WAFM to DAHM

First I was a work away from home Mom and it was very hard....then I was a SAHM - stay at home mom and mother of 4- then I tried being a WAHM - work at home mom and that was awesome......But now I am a DAHM - Disabled at home Mom and I am doing the best that I can to make that Okay! Recently I have added caregiver and advocate to my 84 year old mother who suffers from Dementia and mental illness. Such is life... I hope you visit here and find a reason to smile and a little Joy!

Saturday, November 7, 2009

We Have Hearing Date!!!!!

Our Date is Tuesday, December 15th, 2009 -- We finally got the call we have been waiting for yesterday --- I still can't really believe it, but it happened!  I have been fighting for Social Security Disability for 19 months and it has been a hard fought battle.  My disability advocate had hoped that we would be able to get it without having to go to a hearing but that's ok.  I welcome the opportunity to tell my story - I am just hoping and praying that we will have a fair and open minded judge and the hearing will go well.  I get butterflies in my stomach just thinking about it - I am sure as the date approaches that will get worse but it will be worth it in the end - hopefully!  I am one of the lucky ones - my hearing has only take about 8 months to schedule - many in our state wait for over 20 months to get a hearing.
I have heard stories of things like this and I never really appreciated the gravity of the situation.  You just cannot imagine until you walk this walk.  This has really given me a new appreciation for anyone dealing with issues with their health and the dependence on the system for their well being.  In this country, so many of us are used to being in control - control of our lives and everything related to it.  There are always many factors that we just don't control - the weather, accidents, some illnesses, etc. - but at least most of the big stuff is in our hands.  When you loose your ability to work things change - you give up independence in many ways and are at the mercy of many people you don't know and will never meet.  For some of us that becomes a very frustrating journey and for many it turns into a long struggle.
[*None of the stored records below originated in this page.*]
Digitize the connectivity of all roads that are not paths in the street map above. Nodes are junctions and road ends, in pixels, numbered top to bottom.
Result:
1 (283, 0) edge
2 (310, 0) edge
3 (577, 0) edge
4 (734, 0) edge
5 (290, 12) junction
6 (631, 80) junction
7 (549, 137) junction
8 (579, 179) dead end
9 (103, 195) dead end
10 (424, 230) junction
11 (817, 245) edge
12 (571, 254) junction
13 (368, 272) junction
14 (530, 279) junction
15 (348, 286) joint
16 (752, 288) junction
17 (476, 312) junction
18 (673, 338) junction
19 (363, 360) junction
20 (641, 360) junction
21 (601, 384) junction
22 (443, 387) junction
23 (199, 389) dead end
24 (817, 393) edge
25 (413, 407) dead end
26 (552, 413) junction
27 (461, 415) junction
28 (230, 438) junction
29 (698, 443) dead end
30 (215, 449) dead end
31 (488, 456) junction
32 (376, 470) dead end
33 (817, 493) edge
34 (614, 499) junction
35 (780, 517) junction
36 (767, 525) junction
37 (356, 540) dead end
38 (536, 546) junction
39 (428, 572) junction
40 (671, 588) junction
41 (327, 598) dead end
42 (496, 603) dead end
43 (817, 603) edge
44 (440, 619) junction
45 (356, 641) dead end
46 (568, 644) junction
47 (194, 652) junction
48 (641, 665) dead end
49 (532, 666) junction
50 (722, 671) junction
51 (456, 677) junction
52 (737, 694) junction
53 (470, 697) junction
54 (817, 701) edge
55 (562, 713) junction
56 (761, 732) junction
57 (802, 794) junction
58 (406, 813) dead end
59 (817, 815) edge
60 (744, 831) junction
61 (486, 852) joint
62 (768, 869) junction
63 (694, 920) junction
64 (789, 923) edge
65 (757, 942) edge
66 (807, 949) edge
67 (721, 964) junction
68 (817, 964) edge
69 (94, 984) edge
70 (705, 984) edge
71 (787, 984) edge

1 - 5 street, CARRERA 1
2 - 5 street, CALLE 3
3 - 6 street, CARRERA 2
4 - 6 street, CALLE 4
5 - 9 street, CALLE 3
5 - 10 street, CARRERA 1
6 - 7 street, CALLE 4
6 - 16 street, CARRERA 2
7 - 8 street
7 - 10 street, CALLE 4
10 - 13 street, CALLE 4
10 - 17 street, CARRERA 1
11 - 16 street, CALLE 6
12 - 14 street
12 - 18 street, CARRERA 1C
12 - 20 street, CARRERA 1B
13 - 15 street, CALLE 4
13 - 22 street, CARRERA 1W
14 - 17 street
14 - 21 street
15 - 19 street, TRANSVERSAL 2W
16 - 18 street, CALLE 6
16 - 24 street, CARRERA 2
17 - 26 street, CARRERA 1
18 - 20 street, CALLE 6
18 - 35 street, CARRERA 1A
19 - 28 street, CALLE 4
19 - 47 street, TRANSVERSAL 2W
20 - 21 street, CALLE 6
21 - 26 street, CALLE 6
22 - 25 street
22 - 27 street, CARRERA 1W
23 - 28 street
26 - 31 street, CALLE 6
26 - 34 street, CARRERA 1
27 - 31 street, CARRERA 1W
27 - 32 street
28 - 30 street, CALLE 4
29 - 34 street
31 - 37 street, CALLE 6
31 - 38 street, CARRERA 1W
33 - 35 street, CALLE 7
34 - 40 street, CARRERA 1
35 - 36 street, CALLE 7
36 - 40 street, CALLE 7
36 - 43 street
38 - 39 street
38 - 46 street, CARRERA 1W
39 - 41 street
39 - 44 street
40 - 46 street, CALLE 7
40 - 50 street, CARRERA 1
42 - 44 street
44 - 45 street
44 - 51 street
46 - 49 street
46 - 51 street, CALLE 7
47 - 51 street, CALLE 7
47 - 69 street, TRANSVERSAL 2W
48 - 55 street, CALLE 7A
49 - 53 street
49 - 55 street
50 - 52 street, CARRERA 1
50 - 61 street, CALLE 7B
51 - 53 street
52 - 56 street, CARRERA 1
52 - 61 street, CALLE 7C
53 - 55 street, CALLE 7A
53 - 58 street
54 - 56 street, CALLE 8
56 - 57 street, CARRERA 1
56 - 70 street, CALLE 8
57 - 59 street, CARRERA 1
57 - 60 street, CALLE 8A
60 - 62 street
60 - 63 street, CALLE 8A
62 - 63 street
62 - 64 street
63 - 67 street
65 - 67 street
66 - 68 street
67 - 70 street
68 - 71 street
I heard myself telling one of my doctors this week that I just did not want to be THIS person - I didn't want to be the one who was begging for disability income, who wore the label that says I can't work, the one who appeared to be useless to family and friends, community, etc.  I used to be a hard working, law abiding, tax paying wife and mother.  I worked for over 34 years of my life and paid my taxes - for 14 of those years I paid taxes as a self employed worker which means I paid in more as there was no employer to contribute.  Now that I am damaged, I have to beg to get back some of what I paid in and made to feel as though I am somehow asking for help that I am not entitled to.  This makes me angry and many like me but I fight the anger and try to be patient and I wait and I wait, and I hope that this decision will be made while there is still time to to try to repair some of the damage that all this waiting has done to my health.

Thirty-seven days from today a total stranger will sit in judgement of my situation and my future - I can only hope and pray that this individual will actually read the facts, actually truly know what is going on with me and will understand.......enough to allow me to receive some of the benefits that I have already paid for, so that I can try to piece the me, that I used to be, back together.......in some way.  I am so very thankful for this opportunity but I proceed cautiously because I cannot afford to get my hopes up again - each denial, each disappointment takes way too much out of what is left of me and that is just not fair to my family because they walk this walk with me, even though this is not what they signed up for.  So, we will count down the days with guarded hopeful anticipation and continue to travel this road and have faith for better days ahead.